Surfactants are molecularly dispersed in a dilute aqueous solution, but as the concentration of the surfactants in the solution increases, the surface tension of the solution decreases down to a point at which the surfactants in the solution form aggregates having inwardly oriented hydrophobic groups and outwardly oriented hydrophilic groups thereof. Such aggregates are called micelles and the concentration at which micelles are formed is called the critical micelle concentration (CMC). Physical properties of the surfactant solution, e.g., interfacial tension, surface tension, electrical conductivity, detergency and intensity suddenly change around the CMC.
Micelles in an aqueous surfactant solution are of a spherical shape having inwardly oriented hydrophobic hydrocarbon chains and outwardly extended hydrophilic head parts, while micelles in an oil solution have a reversed shape in which the hydrophobic parts are inwardly oriented and hydrophilic chains are outwardly extended.
Meanwhile, in the adsorptive separation of materials active carbon and silica gel are commonly used. The active carbon and silica gel adsorb materials through physical adsorption and they are generally disposed after use due to the difficulty of desorbing the adsorbed materials.

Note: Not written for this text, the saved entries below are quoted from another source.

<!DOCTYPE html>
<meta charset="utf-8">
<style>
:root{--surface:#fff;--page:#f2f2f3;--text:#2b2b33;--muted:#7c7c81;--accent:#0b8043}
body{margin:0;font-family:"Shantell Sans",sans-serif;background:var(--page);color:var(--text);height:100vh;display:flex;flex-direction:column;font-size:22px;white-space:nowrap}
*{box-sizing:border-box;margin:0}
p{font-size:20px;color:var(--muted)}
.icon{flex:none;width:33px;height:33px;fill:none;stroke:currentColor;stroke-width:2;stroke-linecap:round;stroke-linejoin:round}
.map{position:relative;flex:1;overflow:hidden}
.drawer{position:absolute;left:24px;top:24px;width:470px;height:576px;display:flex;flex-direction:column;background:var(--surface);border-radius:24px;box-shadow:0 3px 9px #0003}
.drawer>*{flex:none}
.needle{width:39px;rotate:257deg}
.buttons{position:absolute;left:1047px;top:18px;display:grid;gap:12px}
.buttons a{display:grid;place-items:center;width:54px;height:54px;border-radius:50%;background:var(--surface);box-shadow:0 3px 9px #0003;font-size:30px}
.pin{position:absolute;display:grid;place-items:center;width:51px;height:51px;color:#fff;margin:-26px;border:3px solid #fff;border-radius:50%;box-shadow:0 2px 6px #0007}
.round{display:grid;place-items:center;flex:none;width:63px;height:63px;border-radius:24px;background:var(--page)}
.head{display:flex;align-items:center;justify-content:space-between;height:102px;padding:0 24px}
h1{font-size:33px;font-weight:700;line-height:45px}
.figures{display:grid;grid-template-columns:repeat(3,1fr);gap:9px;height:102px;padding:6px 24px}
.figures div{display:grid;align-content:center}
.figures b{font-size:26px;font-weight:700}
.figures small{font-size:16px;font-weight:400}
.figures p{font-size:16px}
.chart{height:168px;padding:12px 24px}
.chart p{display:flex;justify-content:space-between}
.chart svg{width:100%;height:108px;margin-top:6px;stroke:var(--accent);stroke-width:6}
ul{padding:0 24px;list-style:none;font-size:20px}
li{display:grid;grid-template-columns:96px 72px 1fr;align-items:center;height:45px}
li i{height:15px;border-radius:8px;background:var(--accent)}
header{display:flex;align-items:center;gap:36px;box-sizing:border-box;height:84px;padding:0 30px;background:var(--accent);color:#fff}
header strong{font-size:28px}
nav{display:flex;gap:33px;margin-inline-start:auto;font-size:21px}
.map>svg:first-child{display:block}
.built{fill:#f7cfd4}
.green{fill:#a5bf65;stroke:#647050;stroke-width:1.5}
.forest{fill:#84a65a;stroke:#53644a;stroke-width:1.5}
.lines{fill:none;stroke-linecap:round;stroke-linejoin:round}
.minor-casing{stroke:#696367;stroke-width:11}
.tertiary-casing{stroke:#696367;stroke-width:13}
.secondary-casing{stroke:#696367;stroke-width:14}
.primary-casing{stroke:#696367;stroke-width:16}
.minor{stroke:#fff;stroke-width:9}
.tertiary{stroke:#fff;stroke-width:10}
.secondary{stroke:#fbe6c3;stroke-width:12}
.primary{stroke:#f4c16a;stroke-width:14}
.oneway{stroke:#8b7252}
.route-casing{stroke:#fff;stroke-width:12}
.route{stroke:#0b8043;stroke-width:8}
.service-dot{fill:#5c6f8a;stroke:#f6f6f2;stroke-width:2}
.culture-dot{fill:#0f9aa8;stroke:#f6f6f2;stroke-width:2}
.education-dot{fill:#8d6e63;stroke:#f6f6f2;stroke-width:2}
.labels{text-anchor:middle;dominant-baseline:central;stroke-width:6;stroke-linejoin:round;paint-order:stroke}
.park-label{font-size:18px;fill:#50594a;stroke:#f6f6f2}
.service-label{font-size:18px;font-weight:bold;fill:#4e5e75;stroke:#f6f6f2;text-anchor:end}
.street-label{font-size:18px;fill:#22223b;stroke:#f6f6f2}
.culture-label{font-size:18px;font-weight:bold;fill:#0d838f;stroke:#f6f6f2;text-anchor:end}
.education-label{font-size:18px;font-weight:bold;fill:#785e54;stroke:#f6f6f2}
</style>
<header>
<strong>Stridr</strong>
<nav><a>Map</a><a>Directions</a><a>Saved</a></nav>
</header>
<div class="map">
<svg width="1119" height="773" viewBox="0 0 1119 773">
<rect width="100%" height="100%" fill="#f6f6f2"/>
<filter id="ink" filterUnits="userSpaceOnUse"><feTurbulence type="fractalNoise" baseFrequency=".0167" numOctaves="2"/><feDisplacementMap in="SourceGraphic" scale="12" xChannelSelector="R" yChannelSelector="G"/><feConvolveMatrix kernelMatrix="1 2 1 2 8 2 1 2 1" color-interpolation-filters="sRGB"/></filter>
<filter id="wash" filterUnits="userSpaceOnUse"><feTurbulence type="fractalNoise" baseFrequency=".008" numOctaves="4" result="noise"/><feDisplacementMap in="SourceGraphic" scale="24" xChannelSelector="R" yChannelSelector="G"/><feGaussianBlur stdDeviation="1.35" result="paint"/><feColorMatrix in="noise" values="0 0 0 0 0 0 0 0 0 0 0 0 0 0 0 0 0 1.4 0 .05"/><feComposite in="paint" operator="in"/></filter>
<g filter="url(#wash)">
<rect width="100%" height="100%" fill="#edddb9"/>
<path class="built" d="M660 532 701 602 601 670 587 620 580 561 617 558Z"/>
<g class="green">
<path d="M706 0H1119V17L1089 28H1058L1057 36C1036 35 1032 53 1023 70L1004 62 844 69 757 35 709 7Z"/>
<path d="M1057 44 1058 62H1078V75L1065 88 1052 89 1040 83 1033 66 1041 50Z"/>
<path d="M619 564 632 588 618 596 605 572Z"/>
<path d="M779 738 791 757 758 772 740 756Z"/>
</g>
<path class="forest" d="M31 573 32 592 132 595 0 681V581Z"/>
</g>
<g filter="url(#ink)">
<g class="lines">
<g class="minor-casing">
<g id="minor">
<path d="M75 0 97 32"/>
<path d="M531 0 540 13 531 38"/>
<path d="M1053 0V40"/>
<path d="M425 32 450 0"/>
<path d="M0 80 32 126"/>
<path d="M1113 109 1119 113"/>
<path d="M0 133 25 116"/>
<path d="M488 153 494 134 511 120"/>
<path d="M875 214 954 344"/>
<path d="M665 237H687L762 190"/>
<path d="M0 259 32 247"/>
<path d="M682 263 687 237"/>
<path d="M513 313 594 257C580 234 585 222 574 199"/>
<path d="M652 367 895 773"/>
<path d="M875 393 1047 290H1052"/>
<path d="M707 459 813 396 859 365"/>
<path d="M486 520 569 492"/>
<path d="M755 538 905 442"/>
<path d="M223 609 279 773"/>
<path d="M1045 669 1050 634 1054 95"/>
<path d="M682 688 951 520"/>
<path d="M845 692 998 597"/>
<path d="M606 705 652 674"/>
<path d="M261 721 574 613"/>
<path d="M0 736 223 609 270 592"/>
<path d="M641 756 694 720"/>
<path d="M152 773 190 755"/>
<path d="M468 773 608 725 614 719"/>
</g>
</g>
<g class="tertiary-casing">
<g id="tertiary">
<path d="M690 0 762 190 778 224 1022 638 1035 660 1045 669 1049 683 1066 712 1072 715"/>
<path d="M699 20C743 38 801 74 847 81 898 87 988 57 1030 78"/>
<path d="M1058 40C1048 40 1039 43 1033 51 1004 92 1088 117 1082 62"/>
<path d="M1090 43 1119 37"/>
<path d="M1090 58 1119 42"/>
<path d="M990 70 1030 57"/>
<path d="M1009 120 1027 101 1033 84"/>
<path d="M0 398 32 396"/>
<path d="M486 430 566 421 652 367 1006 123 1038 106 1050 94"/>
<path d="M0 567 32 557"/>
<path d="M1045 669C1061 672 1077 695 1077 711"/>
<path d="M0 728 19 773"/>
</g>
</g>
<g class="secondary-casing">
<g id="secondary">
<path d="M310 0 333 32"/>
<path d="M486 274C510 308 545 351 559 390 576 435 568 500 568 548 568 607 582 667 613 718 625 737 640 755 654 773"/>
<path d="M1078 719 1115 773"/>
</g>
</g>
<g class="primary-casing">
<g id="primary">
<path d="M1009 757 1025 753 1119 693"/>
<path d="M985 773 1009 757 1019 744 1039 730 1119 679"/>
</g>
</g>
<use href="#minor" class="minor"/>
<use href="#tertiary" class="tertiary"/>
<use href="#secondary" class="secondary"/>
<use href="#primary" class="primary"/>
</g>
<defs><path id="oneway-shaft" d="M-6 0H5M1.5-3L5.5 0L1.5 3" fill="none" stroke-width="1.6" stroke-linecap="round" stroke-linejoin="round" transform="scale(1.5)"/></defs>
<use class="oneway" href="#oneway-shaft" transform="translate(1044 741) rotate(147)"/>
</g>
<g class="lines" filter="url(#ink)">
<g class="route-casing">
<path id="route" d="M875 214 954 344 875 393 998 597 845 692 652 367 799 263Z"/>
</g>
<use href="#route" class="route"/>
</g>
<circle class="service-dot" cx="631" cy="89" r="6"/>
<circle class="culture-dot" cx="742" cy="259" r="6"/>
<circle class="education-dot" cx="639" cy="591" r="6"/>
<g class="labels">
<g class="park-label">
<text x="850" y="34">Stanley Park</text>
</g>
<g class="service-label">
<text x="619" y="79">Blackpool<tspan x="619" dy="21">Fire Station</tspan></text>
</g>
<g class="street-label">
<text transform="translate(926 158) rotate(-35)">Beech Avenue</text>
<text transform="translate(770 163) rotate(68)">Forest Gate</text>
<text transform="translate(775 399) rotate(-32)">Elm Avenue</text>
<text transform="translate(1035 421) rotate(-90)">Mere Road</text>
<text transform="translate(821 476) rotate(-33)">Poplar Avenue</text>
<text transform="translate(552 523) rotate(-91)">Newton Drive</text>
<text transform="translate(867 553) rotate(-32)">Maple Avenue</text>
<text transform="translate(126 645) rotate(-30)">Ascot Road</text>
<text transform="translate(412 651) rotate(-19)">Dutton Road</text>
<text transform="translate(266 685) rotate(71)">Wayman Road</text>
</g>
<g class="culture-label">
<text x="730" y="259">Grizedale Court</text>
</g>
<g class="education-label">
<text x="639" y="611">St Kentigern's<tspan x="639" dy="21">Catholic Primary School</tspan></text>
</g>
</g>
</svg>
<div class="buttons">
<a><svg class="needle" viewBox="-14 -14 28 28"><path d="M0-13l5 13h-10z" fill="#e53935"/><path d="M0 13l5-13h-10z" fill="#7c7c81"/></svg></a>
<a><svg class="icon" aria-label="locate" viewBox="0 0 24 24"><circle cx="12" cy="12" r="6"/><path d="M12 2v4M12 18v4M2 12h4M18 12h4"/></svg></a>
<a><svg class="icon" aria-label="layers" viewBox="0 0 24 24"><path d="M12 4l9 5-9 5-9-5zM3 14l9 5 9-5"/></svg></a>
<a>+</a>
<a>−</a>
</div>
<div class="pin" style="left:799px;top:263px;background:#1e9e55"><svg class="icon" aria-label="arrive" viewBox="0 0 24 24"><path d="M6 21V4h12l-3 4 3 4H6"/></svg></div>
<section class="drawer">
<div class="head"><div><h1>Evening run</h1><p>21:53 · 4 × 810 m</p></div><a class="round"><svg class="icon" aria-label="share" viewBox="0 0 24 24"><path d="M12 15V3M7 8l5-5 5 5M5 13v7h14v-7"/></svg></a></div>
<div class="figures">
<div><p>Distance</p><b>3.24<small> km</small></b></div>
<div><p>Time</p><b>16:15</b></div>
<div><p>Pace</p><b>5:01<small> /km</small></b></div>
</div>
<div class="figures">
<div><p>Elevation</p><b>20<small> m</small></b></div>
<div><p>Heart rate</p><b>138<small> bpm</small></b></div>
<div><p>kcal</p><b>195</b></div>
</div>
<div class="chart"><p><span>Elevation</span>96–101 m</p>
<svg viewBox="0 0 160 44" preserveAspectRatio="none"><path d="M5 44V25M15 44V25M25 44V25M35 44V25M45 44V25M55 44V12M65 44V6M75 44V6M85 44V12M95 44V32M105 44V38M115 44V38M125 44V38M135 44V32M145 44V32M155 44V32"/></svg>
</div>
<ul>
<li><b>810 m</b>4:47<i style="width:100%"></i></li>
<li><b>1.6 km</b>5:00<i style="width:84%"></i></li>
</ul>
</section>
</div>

Recently, Steven R. Kline has found based on a small angle neutron scattering (SANS) experiment that the cylinderlic micelle structure of a specific surfactant, cetyltrimethylammonium 4-vinylbenzoate (CTVB) having a polymerizable counter ion, is maintained by polymerization of the polymerizable counter ion and the polymerized micelles are structurally stable against the temperature change in an aqueous solution (Langmuir, 1999, 15, pp 2726-2732). It has also been shown that such micelle structure of the polymerized surfactant can be obtained regardless what kind of a polymerized counter ion is used. However, the polymerized CTVB has different solubilities in different solvents and it is soluble in an organic solvent such as methyl alcohol but not in water, showing that the polymerized micelles cannot always be maintained in the solid form. Surfactants having a micelle structure have been used in the preparation of a porous inorganic material. For example, U.S. Pat. No. 5,220,101 describes a synthesis of a porous inorganic crystalline material comprising the steps of conducting a condensation reaction between cetyltrimethylammonium hydroxide, NaAlO2 and SiO2, and calcinating the condensation mixture at 550° C. The resulting porous inorganic crystalline material selectively adsorbs hexane over water in a water/hexane mixture when the surface of the porous material is modified by an inorganic surface modifier, chlorotrimethylsilane. Such selective adsorption of the surface-modified porous material has nothing to do with the surfactant used, the surfactant only providing the material with porosity.